Saturday, August 22, 2020

Microservices Design - API Gateway Pattern

According to the definition by Gartner: “Microservice is a tightly scoped, strongly encapsulated, loosely coupled, independently deployable, and independently scalable application component.”

The goal of the microservices is to sufficiently decompose/decouple the application into loosely coupled microservices/modules in contrast to monolithic applications where modules are highly coupled and deployed as a single big chunk. This will be helpful due to the following reasons:

  • Each microservice can be deployed, upgraded, scaled, maintained, and restarted independent of sibling services in the application.
  • Agile development & agile deployment with an autonomous cross-functional team.
  • Flexibility in using technologies and scalability.

Different loosely coupled services are deployed based upon their own specific needs where each service has its fine-grained APIs model to serve different clients (Web, Mobile, and 3rd party APIs).

Client to Microservices connections

Image for post

While thinking of the client directly communicating with each of the deployed microservices, the following challenges should be taken into consideration:

  1. In the case where microservice is exposing fine-grained APIs to the client, the client should request to each microservice. In a typical single page, it may be required for multiple server round trips in order to fulfill the request. This may be even worse for low network operating devices such as mobile.
  2. Diverse communication protocol (such as gRpc, thrift, REST, AMQP e.t.cexisting in the microservices makes it challenging and bulky for the client to adopt all those protocols.
  3. Common gateway functionalities (such as authentication, authorization, logging) have to be implemented in each microservice.
  4. It will be difficult to make changes in microservices without disrupting client connection. For e.g while merging or dividing microservices, it may be required to recode the client section.

API Gateway

To address the above-mentioned challenges, an additional layer is introduced that sits between the client and the server acting as a reverse proxy routing request from the client to the server. Similar to the facade pattern of Object-Oriented Design, it provides a single entry point to the APIs encapsulating the underlying system architecture which is called API Gateway.

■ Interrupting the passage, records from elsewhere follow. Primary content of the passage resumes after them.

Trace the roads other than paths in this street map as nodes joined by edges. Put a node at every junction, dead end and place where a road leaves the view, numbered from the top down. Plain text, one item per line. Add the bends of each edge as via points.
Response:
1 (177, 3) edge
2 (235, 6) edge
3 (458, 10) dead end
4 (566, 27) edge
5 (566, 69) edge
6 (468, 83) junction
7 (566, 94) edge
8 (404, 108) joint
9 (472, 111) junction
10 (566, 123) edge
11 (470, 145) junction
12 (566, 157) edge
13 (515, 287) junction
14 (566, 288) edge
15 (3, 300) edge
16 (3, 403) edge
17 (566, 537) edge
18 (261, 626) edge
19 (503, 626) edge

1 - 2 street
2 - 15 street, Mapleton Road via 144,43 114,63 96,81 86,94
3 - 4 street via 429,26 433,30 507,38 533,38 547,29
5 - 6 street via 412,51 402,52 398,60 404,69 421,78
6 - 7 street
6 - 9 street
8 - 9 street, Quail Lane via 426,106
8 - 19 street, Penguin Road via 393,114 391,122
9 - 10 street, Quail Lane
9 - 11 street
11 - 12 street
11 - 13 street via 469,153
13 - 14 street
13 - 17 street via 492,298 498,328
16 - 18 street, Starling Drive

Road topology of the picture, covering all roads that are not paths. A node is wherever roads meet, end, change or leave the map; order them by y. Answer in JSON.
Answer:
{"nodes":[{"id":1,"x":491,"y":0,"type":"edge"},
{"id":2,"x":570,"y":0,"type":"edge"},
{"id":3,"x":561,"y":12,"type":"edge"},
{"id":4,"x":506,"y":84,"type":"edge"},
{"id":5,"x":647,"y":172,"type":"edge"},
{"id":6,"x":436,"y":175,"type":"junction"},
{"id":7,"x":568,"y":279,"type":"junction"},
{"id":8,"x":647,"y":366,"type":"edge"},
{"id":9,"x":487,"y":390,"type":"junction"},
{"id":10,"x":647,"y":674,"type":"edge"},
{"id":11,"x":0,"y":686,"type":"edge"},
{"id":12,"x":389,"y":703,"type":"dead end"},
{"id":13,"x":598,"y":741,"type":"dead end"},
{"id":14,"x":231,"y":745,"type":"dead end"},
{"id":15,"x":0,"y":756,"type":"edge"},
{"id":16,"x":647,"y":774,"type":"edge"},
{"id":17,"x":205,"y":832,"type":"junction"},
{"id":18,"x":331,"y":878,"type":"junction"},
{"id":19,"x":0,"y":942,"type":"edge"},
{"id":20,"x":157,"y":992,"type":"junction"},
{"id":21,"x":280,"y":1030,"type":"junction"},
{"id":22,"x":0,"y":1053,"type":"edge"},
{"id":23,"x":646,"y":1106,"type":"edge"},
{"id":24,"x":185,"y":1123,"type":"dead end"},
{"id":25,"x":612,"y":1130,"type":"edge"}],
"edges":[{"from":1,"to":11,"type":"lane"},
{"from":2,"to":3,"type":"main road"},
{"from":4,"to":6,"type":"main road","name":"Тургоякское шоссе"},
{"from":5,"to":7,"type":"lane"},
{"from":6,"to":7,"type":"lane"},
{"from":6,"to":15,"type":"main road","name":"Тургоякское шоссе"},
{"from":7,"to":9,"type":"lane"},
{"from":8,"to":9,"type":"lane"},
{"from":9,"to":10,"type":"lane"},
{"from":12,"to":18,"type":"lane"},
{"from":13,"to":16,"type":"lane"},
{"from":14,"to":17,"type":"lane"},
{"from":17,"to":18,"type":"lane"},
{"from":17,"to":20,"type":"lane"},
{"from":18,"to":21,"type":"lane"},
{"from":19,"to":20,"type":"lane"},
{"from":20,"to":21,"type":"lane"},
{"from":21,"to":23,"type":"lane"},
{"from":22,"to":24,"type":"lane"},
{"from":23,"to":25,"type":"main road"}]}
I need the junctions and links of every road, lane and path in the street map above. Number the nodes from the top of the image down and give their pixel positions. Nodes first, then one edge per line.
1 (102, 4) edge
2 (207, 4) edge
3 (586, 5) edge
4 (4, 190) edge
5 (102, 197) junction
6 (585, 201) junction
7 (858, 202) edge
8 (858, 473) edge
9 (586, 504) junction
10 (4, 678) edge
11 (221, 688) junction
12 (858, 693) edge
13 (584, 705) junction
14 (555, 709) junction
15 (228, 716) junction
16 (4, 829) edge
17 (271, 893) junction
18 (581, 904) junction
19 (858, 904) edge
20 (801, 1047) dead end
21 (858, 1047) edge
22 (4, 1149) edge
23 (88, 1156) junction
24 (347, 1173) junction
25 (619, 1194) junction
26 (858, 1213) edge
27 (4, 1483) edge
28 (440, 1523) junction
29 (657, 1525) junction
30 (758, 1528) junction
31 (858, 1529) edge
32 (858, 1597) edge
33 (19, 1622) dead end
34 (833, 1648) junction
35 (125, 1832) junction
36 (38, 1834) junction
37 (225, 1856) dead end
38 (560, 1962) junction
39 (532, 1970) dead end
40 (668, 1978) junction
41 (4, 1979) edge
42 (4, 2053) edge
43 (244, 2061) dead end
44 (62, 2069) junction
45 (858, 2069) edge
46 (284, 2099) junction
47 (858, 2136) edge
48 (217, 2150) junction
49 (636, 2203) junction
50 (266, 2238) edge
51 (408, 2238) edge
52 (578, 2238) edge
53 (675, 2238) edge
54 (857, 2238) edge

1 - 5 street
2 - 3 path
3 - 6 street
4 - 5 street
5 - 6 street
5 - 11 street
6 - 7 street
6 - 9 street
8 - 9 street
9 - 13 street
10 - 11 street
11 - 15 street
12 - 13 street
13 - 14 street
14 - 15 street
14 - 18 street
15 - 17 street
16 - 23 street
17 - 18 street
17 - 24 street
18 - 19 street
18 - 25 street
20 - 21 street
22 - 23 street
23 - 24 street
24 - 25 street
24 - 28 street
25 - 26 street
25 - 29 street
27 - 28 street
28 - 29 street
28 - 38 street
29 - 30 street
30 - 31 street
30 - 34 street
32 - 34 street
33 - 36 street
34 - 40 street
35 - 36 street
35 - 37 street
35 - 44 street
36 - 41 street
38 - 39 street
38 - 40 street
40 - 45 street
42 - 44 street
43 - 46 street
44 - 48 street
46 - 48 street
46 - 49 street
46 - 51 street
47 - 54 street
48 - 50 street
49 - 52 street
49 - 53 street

In short, it behaves precisely as API management but it is important not to confuse API management with API Gateway.

Image for post

Functionalities of API Gateway:

Routing

Encapsulating the underlying system and decoupling from the clients, the gateway provides a single entry point for the client to communicate with the microservice system.

Offloading

API gateway consolidates the edge functionalities rather than making every microservices implementing them. Some of the functionalities are:

  • Authentication and authorization
  • Service discovery integration
  • Response caching
  • Retry policies, circuit breaker, and QoS
  • Rate limiting and throttling
  • Load balancing
  • Logging, tracing, correlation
  • Headers, query strings, and claims transformation
  • IP whitelisting
  • IAM
  • Centralized Logging (transaction ID across the servers, error logging)
  • Identity Provider, Authentication and Authorization

Backend for Frontend (BFF) pattern

It is a variation of the API Gateway pattern. Rather than a single point of entry for the clients, it provides multiple gateways based upon the client. The purpose is to provide tailored APIs according to the needs of the client, removing a lot of bloats caused by making generic APIs for all the clients.

Image for post

How many BFFs do you need?

The base concept of BFF is developing niche backends for each user experience. The guideline by Phil Calçado is ‘one experience, one BFF’. If the requirements across clients (IOS client, android client, a web browser e.t.c) vary significantly and the time to market of a single proxy or API becomes problematic, BFFs are a good solution. It should also be noted that the more complex design requires a complex setup.

GraphQL and BFF

GraphQL is a query language for your API. Phil Calçado presents in this article that BFF and GraphQL are related but not mutually exclusive concepts. He adds that BFFs are not about the shape of your endpoints, but about giving your client applications autonomy where you can build your GraphQL APIs as many BFFs or as an OSFA (one-size-fits-all) API.

Notable API Gateways

Netflix API Gateway: Zuul

The Netflix streaming service available on more than 1000 different device types (televisions, set‑top boxes, smartphones, gaming systems, tablets, e.t.c) handing over 50,000 requests per second during peak hours, found substantial limitations in OSFA (one-size-fits-all) REST API approach and used the API Gateway tailored for each device.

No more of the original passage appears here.